Je me suis réveillé : il était midi. Je devais accomplir ma première mission, mon premier travail… bref, ma première planche. Au travail !
Et quelle mission m’attendait ! Rien de plus, rien de moins que de travailler la pierre. Au travail !
Au milieu des champs, parmi les rochers, je trébuche ici… je me retourne là… et voilà : miracle des miracles, je découvre une belle pierre qui, par sa forme, sa taille et sa texture, me permettra facilement de faire du bon travail… sans effort.
Un léger coup de ciseau… et (!?)… C’est impossible ! La pierre a bougé ! Et maintenant elle parle !

(La Pierre) — Dis-moi, Apprenti, pourquoi m’as-tu choisie comme objet de ta première épreuve ? Est-ce ma forme qui te plaît, comme signe matériel du chemin que tu as décidé d’emprunter ? Ou y a-t-il quelque chose, dans ma texture, qui t’empêche d’imaginer que d’autres pierres existent ?
(L’Apprenti) — Je suis étonné. Je n’aurais jamais imaginé qu’une pierre puisse parler. Les maîtres auxquels je dois obéissance ne m’ont pas indiqué quelle pierre choisir… Je te choisis pour ta forme presque parfaite, pour tes arêtes presque carrées, peut-être pour ta présence remarquable dans ce champ de cailloux difformes… Je ne sais pas… pour tout cela.
(La Pierre) — Oui, je vois. Pensais-tu, pauvre Apprenti maçon, qu’avec un minimum d’effort tu pourrais accomplir un bon travail ? T’es-tu demandé s’il n’existait pas des pierres qui n’ont pas besoin d’être travaillées — ou qui, tout simplement, ne le souhaitent pas ?

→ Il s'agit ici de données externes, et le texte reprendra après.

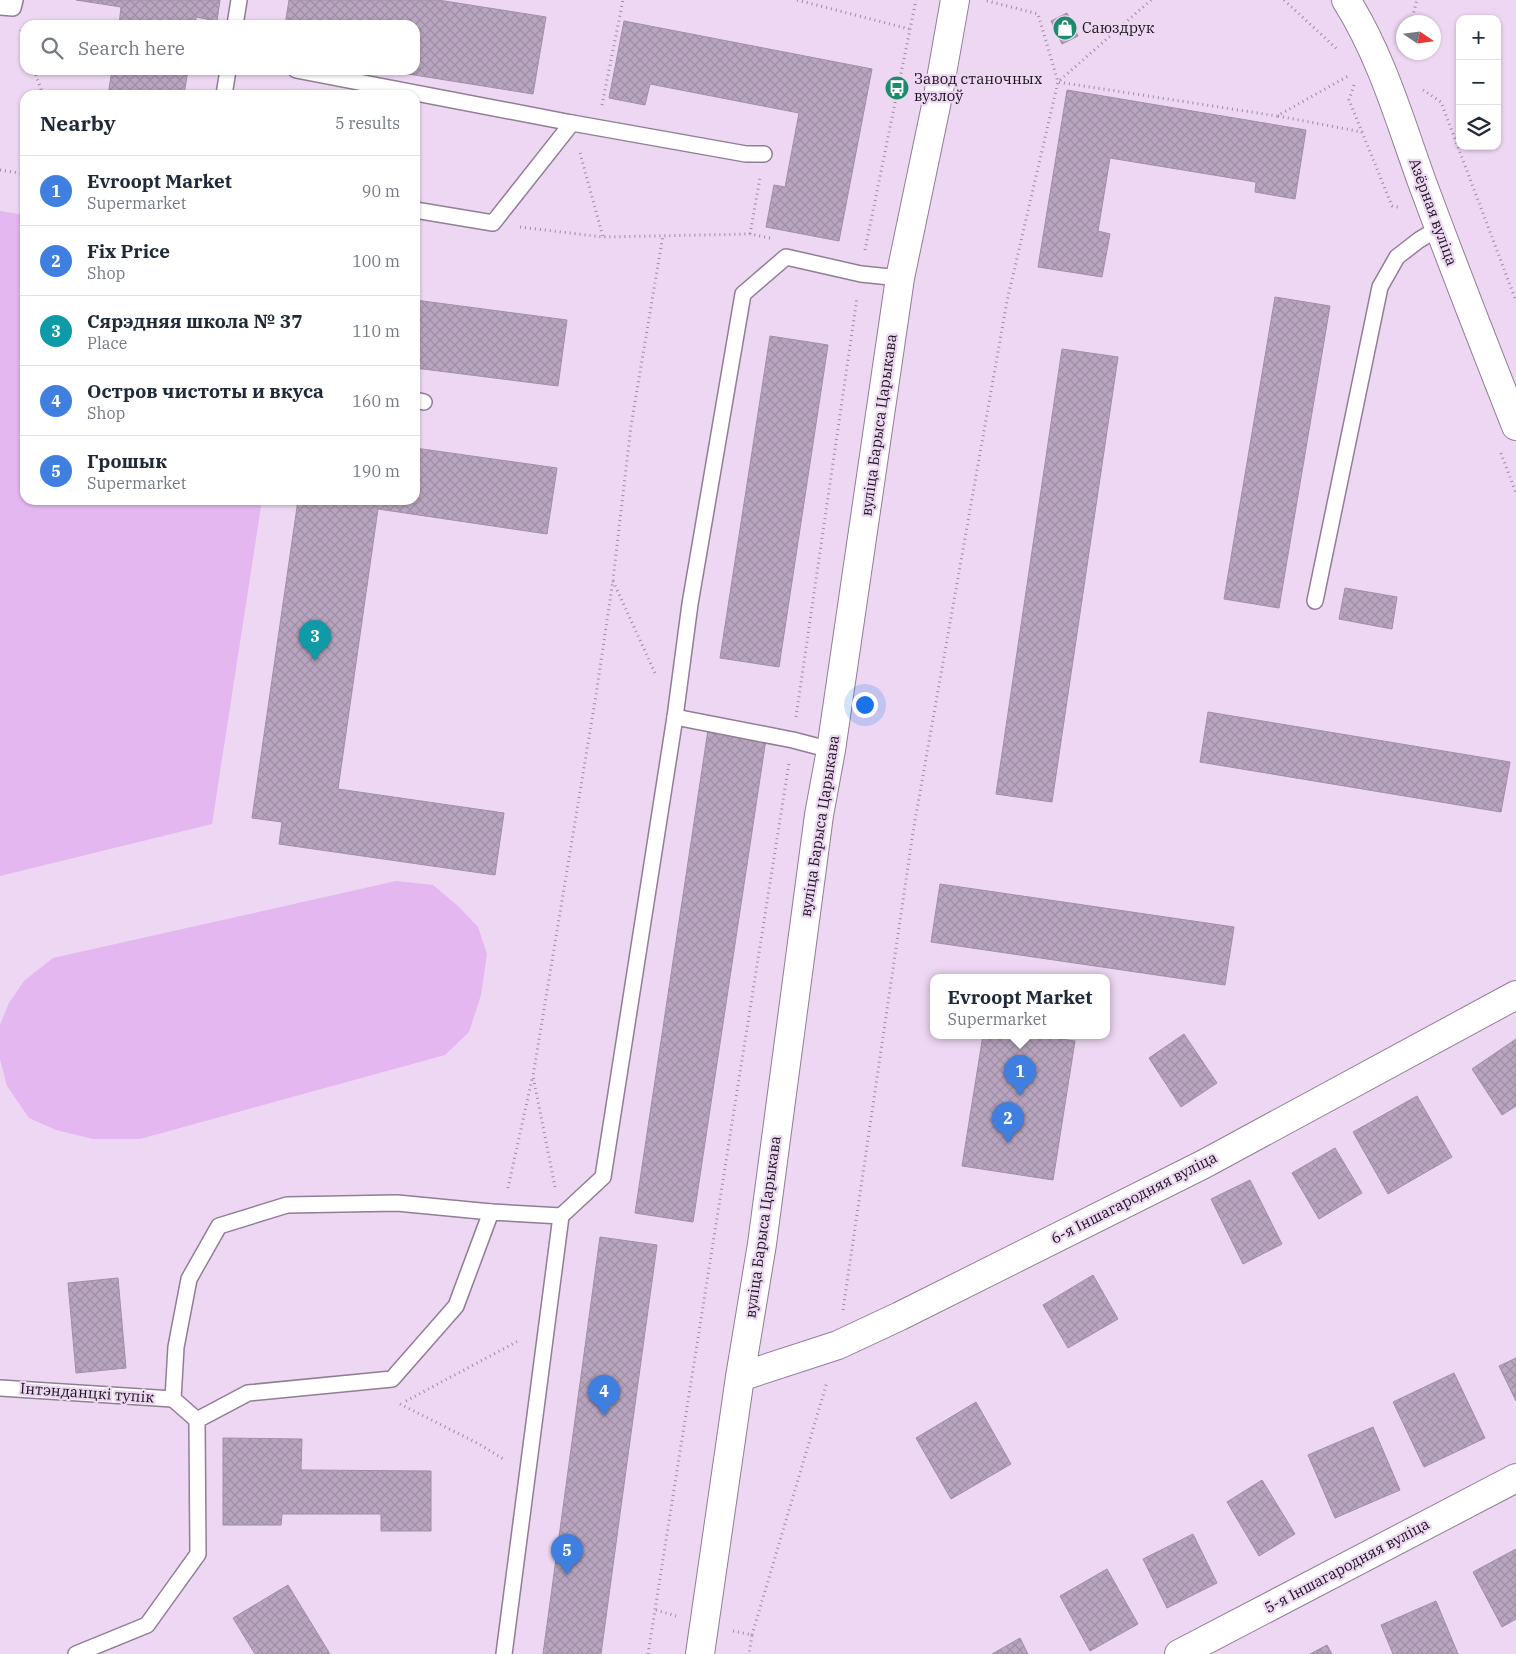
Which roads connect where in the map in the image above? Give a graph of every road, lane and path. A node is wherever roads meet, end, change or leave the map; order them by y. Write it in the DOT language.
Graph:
graph roads {
  1 [pos="15,0"];
  2 [pos="239,0"];
  3 [pos="797,0"];
  4 [pos="916,0"];
  5 [pos="956,0"];
  6 [pos="982,0"];
  7 [pos="1151,0"];
  8 [pos="1284,0"];
  9 [pos="1346,0"];
  10 [pos="1417,0"];
  11 [pos="0,7"];
  12 [pos="1413,15"];
  13 [pos="236,20"];
  14 [pos="909,29"];
  15 [pos="1339,51"];
  16 [pos="1351,74"];
  17 [pos="36,75"];
  18 [pos="227,75"];
  19 [pos="322,75"];
  20 [pos="1357,77"];
  21 [pos="1058,82"];
  22 [pos="1418,87"];
  23 [pos="41,90"];
  24 [pos="225,90"];
  25 [pos="400,90"];
  26 [pos="420,94"];
  27 [pos="1277,116"];
  28 [pos="572,123"];
  29 [pos="1362,132"];
  30 [pos="764,154"];
  31 [pos="0,170"];
  32 [pos="20,173"];
  33 [pos="1400,207"];
  34 [pos="420,211"];
  35 [pos="493,223"];
  36 [pos="1439,228"];
  37 [pos="663,235"];
  38 [pos="603,237"];
  39 [pos="778,240"];
  40 [pos="862,274"];
  41 [pos="900,278"];
  42 [pos="1516,301"];
  43 [pos="1516,426"];
  44 [pos="613,580"];
  45 [pos="1315,601"];
  46 [pos="656,674"];
  47 [pos="676,717"];
  48 [pos="793,740"];
  49 [pos="831,750"];
  50 [pos="1516,994"];
  51 [pos="533,1076"];
  52 [pos="497,1213"];
  53 [pos="561,1216"];
  54 [pos="547,1326"];
  55 [pos="838,1345"];
  56 [pos="740,1377"];
  57 [pos="0,1388"];
  58 [pos="173,1399"];
  59 [pos="391,1402"];
  60 [pos="400,1404"];
  61 [pos="197,1420"];
  62 [pos="528,1473"];
  63 [pos="1516,1478"];
  64 [pos="752,1635"];
  65 [pos="76,1654"];
  66 [pos="504,1654"];
  67 [pos="648,1654"];
  68 [pos="700,1654"];
  69 [pos="1178,1654"];
  1 -- 11 [label="lane"];
  2 -- 13 [label="lane"];
  3 -- 14 [label="path"];
  4 -- 14 [label="path"];
  5 -- 41 [label="street, вуліца Барыса Царыкава"];
  6 -- 21 [label="path"];
  7 -- 21 [label="path"];
  8 -- 15 [label="path"];
  9 -- 36 [label="street, Азёрная вуліца"];
  10 -- 12 [label="path"];
  14 -- 40 [label="path"];
  16 -- 27 [label="path"];
  17 -- 23 [label="path"];
  18 -- 24 [label="lane"];
  19 -- 25 [label="lane"];
  20 -- 29 [label="path"];
  21 -- 27 [label="path"];
  21 -- 55 [label="path"];
  22 -- 42 [label="path"];
  26 -- 28 [label="lane"];
  27 -- 29 [label="path"];
  28 -- 30 [label="lane"];
  28 -- 35 [label="lane"];
  28 -- 38 [label="path"];
  29 -- 33 [label="path"];
  31 -- 32 [label="path"];
  34 -- 35 [label="lane"];
  35 -- 38 [label="path"];
  36 -- 43 [label="street, Азёрная вуліца"];
  36 -- 45 [label="lane"];
  37 -- 38 [label="path"];
  37 -- 39 [label="path"];
  37 -- 44 [label="path"];
  40 -- 41 [label="lane"];
  40 -- 47 [label="lane"];
  40 -- 48 [label="path"];
  41 -- 49 [label="street, вуліца Барыса Царыкава"];
  44 -- 46 [label="path"];
  44 -- 51 [label="path"];
  47 -- 48 [label="lane"];
  47 -- 53 [label="lane"];
  48 -- 49 [label="lane"];
  48 -- 67 [label="path"];
  49 -- 56 [label="street, вуліца Барыса Царыкава"];
  50 -- 55 [label="street, 6-я Іншагародняя вуліца"];
  51 -- 52 [label="path"];
  51 -- 53 [label="path"];
  52 -- 53 [label="lane"];
  52 -- 58 [label="lane"];
  52 -- 61 [label="lane"];
  53 -- 54 [label="lane"];
  54 -- 60 [label="path"];
  54 -- 62 [label="lane"];
  55 -- 56 [label="street, 6-я Іншагародняя вуліца"];
  55 -- 64 [label="path"];
  56 -- 68 [label="street, вуліца Барыса Царыкава"];
  57 -- 58 [label="lane, Інтэнданцкі тупік"];
  58 -- 61 [label="lane"];
  59 -- 60 [label="path"];
  60 -- 62 [label="path"];
  61 -- 65 [label="lane"];
  62 -- 66 [label="lane"];
  63 -- 69 [label="street, 5-я Іншагародняя вуліца"];
}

As-tu imaginé que, sur le chemin difficile qui t’attend, tu devras souvent choisir les pierres les plus ardues à tailler : celles qui réclament ton attention, ton respect, ton art de transformer les rêves en réalités, les formes brutes en œuvres dignes d’un Créateur… bref, dignes de l’Homme ?
Regarde autour de toi : combien de pierres ont besoin de toi. Essaie de donner le meilleur de toi-même, sans rien exiger de la pierre que tu travailles. Essaie d’en faire une œuvre digne de toi et de tes maîtres. Ton travail bien fait sera ta récompense — et peut-être qu’un jour tu deviendras maçon.
(L’Apprenti) — Pierre, je ne sais que te dire. Je suis un pauvre Apprenti qui a encore beaucoup à apprendre. Je sais seulement qu’aujourd’hui, ici avec toi, j’ai reçu ma première leçon : je dois toujours travailler la pierre qui en a le plus besoin… aussi longtemps qu’elle le voudra. Maintenant je dois partir, car il est presque minuit… Au revoir, pierre. Merci pour la leçon.
(La Pierre) — Attends, Apprenti. Fais-moi une petite faveur : tourne un peu plus mon visage poli vers l’Est… comme ceci… c’est parfait.
Oh, et pendant que tu y es, enlève cette petite pierre grise de dessous moi… oui, celle-là même que j’écrase sans le vouloir depuis des millénaires. Emporte-la avec toi. N’essaie pas de la travailler ; essaie seulement de la comprendre — ce qui sera déjà une tâche quasi impossible.
Adieu, Apprenti.
(L’Apprenti) — Adieu, pierre !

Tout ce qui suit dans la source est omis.